(RECORDS TO USE Opens)

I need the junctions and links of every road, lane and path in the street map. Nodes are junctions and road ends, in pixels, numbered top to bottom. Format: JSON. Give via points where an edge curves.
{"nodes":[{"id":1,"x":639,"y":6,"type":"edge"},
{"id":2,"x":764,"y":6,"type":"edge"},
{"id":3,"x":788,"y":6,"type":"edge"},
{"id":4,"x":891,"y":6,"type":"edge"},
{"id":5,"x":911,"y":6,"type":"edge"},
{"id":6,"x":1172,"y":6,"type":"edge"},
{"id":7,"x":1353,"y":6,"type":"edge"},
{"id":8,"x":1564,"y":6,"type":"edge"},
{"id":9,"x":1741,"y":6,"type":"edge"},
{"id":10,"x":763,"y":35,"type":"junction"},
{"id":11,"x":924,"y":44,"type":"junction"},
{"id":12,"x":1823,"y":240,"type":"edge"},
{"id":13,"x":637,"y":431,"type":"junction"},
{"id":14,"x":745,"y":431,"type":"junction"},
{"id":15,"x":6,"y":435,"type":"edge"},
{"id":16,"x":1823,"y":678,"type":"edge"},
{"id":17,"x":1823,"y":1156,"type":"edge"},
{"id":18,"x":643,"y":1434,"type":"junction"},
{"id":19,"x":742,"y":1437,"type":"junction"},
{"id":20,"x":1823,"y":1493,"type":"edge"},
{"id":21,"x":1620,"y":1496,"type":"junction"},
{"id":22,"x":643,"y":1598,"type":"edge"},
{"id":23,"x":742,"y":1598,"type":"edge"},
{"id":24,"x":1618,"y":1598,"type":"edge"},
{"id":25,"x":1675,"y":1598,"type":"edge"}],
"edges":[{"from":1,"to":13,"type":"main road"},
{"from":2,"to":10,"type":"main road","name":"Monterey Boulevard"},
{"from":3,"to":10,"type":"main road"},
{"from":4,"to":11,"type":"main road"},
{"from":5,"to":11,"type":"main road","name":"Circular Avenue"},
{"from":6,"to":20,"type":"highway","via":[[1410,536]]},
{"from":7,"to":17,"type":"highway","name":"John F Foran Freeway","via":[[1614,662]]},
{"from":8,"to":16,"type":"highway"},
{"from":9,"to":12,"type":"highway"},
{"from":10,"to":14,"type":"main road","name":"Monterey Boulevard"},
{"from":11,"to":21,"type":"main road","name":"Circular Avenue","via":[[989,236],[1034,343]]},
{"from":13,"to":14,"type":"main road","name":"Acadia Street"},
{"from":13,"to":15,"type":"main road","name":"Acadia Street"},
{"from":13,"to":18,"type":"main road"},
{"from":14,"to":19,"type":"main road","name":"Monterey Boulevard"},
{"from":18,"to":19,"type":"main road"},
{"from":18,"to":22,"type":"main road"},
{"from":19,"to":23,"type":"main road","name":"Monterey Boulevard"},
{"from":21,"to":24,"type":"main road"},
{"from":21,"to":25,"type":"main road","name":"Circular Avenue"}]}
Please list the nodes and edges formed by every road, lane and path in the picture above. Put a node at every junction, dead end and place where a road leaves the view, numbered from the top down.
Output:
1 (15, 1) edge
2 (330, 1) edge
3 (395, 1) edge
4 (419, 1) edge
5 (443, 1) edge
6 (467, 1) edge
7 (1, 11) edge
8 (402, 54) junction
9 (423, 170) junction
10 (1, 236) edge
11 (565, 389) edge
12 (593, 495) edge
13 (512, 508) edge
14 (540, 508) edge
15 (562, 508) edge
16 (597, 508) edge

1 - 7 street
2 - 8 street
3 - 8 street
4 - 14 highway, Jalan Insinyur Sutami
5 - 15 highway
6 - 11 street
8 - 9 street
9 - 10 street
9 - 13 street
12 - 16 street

(RECORDS TO USE Closes)

WHAT TO DO → All of the entries above need to be printed again exactly.

WRITTEN RESPONSE →
I need the junctions and links of every road, lane and path in the street map. Nodes are junctions and road ends, in pixels, numbered top to bottom. Format: JSON. Give via points where an edge curves.
{"nodes":[{"id":1,"x":639,"y":6,"type":"edge"},
{"id":2,"x":764,"y":6,"type":"edge"},
{"id":3,"x":788,"y":6,"type":"edge"},
{"id":4,"x":891,"y":6,"type":"edge"},
{"id":5,"x":911,"y":6,"type":"edge"},
{"id":6,"x":1172,"y":6,"type":"edge"},
{"id":7,"x":1353,"y":6,"type":"edge"},
{"id":8,"x":1564,"y":6,"type":"edge"},
{"id":9,"x":1741,"y":6,"type":"edge"},
{"id":10,"x":763,"y":35,"type":"junction"},
{"id":11,"x":924,"y":44,"type":"junction"},
{"id":12,"x":1823,"y":240,"type":"edge"},
{"id":13,"x":637,"y":431,"type":"junction"},
{"id":14,"x":745,"y":431,"type":"junction"},
{"id":15,"x":6,"y":435,"type":"edge"},
{"id":16,"x":1823,"y":678,"type":"edge"},
{"id":17,"x":1823,"y":1156,"type":"edge"},
{"id":18,"x":643,"y":1434,"type":"junction"},
{"id":19,"x":742,"y":1437,"type":"junction"},
{"id":20,"x":1823,"y":1493,"type":"edge"},
{"id":21,"x":1620,"y":1496,"type":"junction"},
{"id":22,"x":643,"y":1598,"type":"edge"},
{"id":23,"x":742,"y":1598,"type":"edge"},
{"id":24,"x":1618,"y":1598,"type":"edge"},
{"id":25,"x":1675,"y":1598,"type":"edge"}],
"edges":[{"from":1,"to":13,"type":"main road"},
{"from":2,"to":10,"type":"main road","name":"Monterey Boulevard"},
{"from":3,"to":10,"type":"main road"},
{"from":4,"to":11,"type":"main road"},
{"from":5,"to":11,"type":"main road","name":"Circular Avenue"},
{"from":6,"to":20,"type":"highway","via":[[1410,536]]},
{"from":7,"to":17,"type":"highway","name":"John F Foran Freeway","via":[[1614,662]]},
{"from":8,"to":16,"type":"highway"},
{"from":9,"to":12,"type":"highway"},
{"from":10,"to":14,"type":"main road","name":"Monterey Boulevard"},
{"from":11,"to":21,"type":"main road","name":"Circular Avenue","via":[[989,236],[1034,343]]},
{"from":13,"to":14,"type":"main road","name":"Acadia Street"},
{"from":13,"to":15,"type":"main road","name":"Acadia Street"},
{"from":13,"to":18,"type":"main road"},
{"from":14,"to":19,"type":"main road","name":"Monterey Boulevard"},
{"from":18,"to":19,"type":"main road"},
{"from":18,"to":22,"type":"main road"},
{"from":19,"to":23,"type":"main road","name":"Monterey Boulevard"},
{"from":21,"to":24,"type":"main road"},
{"from":21,"to":25,"type":"main road","name":"Circular Avenue"}]}
Please list the nodes and edges formed by every road, lane and path in the picture above. Put a node at every junction, dead end and place where a road leaves the view, numbered from the top down.
Output:
1 (15, 1) edge
2 (330, 1) edge
3 (395, 1) edge
4 (419, 1) edge
5 (443, 1) edge
6 (467, 1) edge
7 (1, 11) edge
8 (402, 54) junction
9 (423, 170) junction
10 (1, 236) edge
11 (565, 389) edge
12 (593, 495) edge
13 (512, 508) edge
14 (540, 508) edge
15 (562, 508) edge
16 (597, 508) edge

1 - 7 street
2 - 8 street
3 - 8 street
4 - 14 highway, Jalan Insinyur Sutami
5 - 15 highway
6 - 11 street
8 - 9 street
9 - 10 street
9 - 13 street
12 - 16 street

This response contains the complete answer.